We recently described a neuroprotective agent, DY-9760e, that inhibits NO generation and protein tyrosine nitration formation (Fukunaga et al. 2000; Hashiguchi et al. 2003; Shirakura et al. 2005). DY-9760e treatment inhibits BBB disruption in a rat middle cerebral occlusion model (Sato et al. 2003). Here, we found that DY-9760e preferentially inhibits protein tyrosine nitration induced by eNOS in endothelial cells. Its inhibition of BBB disruption was closely associated with inhibition of protein tyrosine nitration and PARP cleavage in the microvascular endothelium. DY-9760e did not, however, affect ME-induced eNOS expression in endothelial cells. Taken together, inhibition of protein tyrosine nitration predominantly contributes to the BBB protective action of DY-9760e. In addition, we recently demonstrated that DY-9760e inhibits calpain-induced proteolysis of structural proteins, such as fodrin/spectrin. Fodrin co-localizes with tight junction proteins including ZO-1 and connexin-43 in cardiomyocytes (Toyofuku et al. 1998). As the tight junction proteins in vascular endothelial cells are important for BBB integrity (Ballabh et al. 2004), DY-9760e-induced inhibition of fodrin breakdown likely mediates, in part, BBB integrity.

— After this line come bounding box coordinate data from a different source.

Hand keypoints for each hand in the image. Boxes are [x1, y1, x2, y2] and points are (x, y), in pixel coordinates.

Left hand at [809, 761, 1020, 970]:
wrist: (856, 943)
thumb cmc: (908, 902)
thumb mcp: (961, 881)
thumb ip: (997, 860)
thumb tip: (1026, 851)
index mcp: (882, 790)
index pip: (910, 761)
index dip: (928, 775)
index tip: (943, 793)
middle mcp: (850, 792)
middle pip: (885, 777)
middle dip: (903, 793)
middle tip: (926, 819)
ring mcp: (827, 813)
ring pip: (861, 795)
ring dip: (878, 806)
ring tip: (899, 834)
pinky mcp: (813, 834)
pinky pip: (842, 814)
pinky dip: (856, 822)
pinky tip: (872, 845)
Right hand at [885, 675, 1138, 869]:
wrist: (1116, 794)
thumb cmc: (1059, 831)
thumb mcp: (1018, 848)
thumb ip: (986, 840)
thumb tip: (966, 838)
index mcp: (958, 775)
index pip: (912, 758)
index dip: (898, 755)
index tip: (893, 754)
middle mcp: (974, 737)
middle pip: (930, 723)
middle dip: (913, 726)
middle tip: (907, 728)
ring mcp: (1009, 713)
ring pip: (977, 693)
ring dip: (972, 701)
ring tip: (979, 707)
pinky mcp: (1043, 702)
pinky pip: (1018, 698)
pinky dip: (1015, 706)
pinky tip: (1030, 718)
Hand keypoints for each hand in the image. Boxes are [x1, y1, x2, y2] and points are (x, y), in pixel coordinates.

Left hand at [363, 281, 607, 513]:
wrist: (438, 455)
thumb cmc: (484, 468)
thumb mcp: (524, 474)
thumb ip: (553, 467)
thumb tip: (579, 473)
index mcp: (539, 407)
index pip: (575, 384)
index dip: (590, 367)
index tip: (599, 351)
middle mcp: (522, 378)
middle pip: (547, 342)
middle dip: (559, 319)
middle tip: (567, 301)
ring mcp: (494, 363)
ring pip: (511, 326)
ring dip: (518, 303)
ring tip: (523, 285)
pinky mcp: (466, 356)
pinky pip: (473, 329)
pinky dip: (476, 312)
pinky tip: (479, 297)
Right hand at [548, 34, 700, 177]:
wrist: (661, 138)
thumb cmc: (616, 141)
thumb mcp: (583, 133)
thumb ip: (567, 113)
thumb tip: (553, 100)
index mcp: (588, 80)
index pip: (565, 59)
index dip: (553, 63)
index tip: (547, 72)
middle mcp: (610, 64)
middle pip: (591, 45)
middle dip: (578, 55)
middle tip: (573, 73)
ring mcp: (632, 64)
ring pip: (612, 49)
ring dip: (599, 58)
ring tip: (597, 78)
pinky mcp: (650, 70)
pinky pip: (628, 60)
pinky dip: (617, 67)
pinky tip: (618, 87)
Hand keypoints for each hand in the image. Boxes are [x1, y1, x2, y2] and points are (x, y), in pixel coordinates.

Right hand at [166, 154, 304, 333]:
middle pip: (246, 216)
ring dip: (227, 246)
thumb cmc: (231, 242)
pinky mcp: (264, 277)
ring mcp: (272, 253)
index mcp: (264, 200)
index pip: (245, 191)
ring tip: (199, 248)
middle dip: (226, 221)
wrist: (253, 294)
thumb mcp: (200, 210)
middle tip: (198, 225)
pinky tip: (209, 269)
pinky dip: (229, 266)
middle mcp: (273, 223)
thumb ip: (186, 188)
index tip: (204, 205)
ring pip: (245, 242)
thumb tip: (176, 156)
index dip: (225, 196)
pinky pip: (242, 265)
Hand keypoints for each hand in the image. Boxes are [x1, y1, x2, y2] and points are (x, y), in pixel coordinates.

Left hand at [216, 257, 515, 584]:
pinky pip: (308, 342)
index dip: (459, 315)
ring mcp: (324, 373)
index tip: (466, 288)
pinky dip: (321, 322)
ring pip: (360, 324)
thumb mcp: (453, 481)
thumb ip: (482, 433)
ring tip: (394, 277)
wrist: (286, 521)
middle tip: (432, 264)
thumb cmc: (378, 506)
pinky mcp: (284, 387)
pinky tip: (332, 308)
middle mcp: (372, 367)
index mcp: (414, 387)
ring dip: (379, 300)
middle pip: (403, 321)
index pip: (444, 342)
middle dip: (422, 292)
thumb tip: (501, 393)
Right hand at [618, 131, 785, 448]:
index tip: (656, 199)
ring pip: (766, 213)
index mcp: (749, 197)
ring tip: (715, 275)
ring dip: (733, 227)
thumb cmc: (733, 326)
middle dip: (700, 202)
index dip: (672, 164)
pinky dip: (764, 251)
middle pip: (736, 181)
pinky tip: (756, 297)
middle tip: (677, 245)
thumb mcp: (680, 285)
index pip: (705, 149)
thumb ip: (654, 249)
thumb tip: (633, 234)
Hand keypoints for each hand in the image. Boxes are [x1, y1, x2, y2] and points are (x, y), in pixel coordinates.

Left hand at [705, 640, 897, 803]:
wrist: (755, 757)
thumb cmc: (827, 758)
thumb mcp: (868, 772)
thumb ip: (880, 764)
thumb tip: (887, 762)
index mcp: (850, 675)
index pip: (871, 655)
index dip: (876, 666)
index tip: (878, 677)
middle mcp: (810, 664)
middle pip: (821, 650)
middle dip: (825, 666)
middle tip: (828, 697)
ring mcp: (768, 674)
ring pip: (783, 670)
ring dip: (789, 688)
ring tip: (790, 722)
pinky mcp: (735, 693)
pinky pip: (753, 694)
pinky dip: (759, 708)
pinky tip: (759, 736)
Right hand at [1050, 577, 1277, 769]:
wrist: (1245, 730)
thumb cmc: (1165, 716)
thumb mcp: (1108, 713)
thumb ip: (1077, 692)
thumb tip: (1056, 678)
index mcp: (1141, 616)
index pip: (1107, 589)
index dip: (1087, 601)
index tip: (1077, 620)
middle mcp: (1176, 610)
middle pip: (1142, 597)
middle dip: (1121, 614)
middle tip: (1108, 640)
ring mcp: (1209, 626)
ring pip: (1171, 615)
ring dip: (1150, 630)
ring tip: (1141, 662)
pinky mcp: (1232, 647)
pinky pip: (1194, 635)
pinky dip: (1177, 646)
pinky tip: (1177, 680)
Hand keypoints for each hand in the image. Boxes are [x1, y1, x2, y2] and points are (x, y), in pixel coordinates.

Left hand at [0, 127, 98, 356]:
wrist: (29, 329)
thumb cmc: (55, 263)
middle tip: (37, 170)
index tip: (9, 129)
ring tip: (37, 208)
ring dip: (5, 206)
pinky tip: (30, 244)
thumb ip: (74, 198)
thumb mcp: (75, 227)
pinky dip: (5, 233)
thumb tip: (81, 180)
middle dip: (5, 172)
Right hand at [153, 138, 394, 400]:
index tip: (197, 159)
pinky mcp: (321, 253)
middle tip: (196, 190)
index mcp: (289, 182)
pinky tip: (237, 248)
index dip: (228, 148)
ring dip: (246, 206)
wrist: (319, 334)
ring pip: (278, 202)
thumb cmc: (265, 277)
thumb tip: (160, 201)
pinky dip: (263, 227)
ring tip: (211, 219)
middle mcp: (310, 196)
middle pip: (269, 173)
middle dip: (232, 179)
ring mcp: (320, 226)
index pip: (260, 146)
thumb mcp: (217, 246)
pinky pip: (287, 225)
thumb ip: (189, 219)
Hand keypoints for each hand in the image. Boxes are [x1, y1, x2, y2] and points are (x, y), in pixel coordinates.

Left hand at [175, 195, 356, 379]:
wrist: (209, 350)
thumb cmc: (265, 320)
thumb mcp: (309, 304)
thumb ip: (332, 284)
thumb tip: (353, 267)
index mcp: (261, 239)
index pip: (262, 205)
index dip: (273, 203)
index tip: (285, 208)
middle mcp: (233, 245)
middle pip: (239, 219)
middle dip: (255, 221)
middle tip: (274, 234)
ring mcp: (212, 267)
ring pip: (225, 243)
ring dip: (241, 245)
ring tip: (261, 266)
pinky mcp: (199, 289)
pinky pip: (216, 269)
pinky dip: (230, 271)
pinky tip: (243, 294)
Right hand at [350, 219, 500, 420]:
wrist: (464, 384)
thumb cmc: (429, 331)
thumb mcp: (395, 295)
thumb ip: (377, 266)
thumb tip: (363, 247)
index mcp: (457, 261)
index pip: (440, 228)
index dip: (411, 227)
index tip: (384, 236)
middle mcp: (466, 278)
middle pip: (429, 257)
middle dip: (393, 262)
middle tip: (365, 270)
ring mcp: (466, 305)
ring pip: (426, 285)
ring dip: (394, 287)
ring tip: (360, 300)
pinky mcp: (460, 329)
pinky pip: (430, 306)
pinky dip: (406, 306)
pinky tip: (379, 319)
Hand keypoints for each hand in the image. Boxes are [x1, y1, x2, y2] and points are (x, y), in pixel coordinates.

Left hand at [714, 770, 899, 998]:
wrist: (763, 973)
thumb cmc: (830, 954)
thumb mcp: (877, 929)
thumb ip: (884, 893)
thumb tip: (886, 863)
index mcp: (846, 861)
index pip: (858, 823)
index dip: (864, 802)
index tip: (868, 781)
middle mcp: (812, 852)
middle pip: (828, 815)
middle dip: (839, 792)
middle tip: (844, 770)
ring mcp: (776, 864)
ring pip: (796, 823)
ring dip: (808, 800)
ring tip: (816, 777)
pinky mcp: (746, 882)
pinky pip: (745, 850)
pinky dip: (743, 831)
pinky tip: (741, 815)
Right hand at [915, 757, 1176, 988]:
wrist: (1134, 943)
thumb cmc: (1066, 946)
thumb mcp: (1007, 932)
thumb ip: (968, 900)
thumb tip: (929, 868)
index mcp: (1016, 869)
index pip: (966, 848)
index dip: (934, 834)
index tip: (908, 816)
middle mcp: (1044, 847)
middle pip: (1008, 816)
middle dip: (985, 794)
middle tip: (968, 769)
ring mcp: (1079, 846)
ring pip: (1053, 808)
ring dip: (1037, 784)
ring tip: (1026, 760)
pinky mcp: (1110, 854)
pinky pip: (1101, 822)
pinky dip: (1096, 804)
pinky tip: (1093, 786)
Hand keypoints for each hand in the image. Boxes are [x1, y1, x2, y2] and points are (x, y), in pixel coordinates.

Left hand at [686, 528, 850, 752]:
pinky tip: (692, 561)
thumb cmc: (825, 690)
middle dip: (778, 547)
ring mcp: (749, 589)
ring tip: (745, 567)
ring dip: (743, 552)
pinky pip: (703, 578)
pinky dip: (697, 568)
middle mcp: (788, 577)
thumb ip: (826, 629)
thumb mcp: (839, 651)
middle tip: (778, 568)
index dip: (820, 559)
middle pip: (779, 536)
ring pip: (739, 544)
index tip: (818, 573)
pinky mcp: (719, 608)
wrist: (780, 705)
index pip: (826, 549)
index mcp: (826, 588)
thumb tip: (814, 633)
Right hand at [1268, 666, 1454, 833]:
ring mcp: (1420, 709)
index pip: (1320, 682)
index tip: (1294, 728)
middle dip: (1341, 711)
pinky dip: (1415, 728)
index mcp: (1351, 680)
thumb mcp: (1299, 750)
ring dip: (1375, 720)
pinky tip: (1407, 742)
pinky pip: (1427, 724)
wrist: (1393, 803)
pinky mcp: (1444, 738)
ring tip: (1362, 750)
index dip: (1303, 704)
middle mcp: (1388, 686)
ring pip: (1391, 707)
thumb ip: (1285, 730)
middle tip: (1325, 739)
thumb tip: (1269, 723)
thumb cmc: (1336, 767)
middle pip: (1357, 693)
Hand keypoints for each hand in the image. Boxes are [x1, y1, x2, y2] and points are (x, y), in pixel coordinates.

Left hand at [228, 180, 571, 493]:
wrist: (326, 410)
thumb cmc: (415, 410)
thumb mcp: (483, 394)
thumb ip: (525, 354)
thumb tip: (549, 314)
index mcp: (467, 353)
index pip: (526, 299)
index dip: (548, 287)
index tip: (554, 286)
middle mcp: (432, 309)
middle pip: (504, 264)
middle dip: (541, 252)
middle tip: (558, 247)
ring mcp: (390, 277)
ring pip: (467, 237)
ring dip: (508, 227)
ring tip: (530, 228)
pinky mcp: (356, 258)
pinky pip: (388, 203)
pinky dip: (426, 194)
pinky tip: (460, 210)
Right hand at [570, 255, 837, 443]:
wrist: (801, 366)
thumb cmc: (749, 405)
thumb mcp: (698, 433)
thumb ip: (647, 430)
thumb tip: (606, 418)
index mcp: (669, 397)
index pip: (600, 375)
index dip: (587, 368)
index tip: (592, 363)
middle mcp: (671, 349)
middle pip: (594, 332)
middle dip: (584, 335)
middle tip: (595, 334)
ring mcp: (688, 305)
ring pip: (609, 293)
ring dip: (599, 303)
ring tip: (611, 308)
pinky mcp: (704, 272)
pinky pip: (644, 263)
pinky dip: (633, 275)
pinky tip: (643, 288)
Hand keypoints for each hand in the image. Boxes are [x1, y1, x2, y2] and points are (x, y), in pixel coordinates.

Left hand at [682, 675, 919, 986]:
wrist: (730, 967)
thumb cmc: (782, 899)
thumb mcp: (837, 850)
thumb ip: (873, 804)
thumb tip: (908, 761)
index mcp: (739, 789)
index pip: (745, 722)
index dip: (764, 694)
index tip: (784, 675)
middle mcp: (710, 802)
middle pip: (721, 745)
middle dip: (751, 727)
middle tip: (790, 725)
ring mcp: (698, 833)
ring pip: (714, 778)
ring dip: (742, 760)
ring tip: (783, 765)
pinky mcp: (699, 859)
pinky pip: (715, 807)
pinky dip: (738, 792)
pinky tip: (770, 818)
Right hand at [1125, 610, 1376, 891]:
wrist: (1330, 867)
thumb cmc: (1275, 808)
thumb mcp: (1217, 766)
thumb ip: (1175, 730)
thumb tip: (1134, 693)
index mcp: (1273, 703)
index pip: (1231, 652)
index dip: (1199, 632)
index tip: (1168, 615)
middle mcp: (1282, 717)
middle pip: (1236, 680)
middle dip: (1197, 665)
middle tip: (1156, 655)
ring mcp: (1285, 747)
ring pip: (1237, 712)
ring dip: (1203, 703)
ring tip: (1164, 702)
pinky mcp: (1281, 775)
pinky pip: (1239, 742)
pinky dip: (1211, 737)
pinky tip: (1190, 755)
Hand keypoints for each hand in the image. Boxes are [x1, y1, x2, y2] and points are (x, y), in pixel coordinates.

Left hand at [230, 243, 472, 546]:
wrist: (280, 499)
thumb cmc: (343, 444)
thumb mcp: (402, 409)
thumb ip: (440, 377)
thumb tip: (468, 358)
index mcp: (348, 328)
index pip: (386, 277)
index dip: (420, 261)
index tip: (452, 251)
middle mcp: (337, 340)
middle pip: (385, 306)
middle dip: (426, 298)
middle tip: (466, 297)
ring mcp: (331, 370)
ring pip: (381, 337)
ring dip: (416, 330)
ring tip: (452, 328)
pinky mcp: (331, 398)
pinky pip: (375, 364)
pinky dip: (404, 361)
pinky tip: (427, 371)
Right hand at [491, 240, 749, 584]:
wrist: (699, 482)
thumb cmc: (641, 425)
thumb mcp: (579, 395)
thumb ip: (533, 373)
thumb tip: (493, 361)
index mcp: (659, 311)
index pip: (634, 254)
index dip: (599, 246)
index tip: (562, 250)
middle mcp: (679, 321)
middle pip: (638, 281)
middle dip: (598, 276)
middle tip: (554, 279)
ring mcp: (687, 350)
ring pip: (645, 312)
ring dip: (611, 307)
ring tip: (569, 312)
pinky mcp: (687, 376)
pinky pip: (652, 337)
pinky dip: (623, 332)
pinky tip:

In conclusion, we have shown that induction of eNOS following ME-induced prolonged ischemia produced a marked increase in protein tyrosine nitration, predominantly in vascularendothelial cells, thereby triggering apoptotic pathways. Protein tyrosine nitration and/or calpain-induced fodrin breakdown likely accounts for ME-induced BBB disruption, thereby causing brain edema. A neuroprotective agent, DY-9760e, is an attractive therapeutic drug exhibiting a potent protective action on the BBB in brain ischemia.